> [Exercise brief]:
Return, exactly and in full, the lines of the records below starting at the one with "index tip: (410, 102)" and ending at the one with "ring mcp: (485, 121)", and no other lines.

> [Provided data]:

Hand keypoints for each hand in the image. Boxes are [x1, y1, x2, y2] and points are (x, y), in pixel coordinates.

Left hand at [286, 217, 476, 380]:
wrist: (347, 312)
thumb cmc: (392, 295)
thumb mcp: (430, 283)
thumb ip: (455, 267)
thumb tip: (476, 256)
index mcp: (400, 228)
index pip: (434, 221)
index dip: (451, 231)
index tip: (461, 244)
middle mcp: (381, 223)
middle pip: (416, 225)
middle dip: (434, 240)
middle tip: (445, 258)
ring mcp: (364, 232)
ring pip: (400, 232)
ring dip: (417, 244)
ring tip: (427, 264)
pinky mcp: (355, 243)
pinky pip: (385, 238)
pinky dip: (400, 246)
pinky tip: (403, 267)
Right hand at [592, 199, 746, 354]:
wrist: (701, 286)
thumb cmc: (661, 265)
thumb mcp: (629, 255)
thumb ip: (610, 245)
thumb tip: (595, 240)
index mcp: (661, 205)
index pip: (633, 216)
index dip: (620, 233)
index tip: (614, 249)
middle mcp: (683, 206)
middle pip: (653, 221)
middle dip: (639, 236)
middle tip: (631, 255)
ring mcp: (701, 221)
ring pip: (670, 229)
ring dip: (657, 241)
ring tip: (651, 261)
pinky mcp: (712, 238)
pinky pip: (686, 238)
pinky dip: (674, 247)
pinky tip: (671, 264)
...
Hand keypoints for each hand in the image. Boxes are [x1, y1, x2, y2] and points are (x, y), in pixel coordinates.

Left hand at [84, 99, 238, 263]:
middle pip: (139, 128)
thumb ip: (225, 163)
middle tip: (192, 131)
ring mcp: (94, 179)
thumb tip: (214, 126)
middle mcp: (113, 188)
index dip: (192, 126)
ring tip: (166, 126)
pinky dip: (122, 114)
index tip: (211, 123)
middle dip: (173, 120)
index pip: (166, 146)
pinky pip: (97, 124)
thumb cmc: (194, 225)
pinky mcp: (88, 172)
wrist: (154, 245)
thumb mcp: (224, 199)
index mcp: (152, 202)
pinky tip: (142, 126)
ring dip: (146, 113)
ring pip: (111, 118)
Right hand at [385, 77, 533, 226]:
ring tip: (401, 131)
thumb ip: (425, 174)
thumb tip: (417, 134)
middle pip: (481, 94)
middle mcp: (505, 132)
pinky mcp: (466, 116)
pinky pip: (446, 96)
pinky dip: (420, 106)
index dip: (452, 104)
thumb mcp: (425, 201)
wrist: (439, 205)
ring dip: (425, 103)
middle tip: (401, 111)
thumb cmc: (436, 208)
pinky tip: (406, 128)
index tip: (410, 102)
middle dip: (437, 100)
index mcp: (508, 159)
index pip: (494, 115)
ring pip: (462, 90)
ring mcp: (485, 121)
---
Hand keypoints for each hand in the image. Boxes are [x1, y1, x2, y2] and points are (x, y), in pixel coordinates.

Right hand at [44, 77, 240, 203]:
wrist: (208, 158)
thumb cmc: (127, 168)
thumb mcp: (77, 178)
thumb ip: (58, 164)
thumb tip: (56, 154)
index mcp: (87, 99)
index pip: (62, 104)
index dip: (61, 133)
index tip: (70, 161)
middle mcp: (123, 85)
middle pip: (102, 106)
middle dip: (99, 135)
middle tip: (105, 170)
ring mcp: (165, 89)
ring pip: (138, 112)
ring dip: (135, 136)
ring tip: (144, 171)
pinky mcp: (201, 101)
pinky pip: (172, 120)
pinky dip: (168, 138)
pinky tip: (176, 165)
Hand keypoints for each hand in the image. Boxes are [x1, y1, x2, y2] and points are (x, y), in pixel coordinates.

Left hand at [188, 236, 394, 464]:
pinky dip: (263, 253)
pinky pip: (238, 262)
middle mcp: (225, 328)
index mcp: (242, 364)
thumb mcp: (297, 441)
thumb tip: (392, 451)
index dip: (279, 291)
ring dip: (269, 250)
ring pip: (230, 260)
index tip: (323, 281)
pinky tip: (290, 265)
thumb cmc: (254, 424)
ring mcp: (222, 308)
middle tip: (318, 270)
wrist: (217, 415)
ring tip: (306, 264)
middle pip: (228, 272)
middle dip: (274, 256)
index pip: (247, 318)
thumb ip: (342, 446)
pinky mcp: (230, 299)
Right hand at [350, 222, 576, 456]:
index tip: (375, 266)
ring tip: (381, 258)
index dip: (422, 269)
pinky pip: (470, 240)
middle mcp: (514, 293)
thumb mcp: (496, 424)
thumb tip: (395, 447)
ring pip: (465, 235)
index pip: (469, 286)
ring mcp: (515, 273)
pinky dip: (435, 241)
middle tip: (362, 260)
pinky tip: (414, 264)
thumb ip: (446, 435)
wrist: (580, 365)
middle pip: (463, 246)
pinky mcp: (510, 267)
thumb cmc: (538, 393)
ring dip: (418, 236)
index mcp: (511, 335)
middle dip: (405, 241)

> [Output of the exercise]:
index tip: (410, 102)
middle dip: (437, 100)
index mcp: (508, 159)
index pip: (494, 115)
ring pip: (462, 90)
ring mcp: (485, 121)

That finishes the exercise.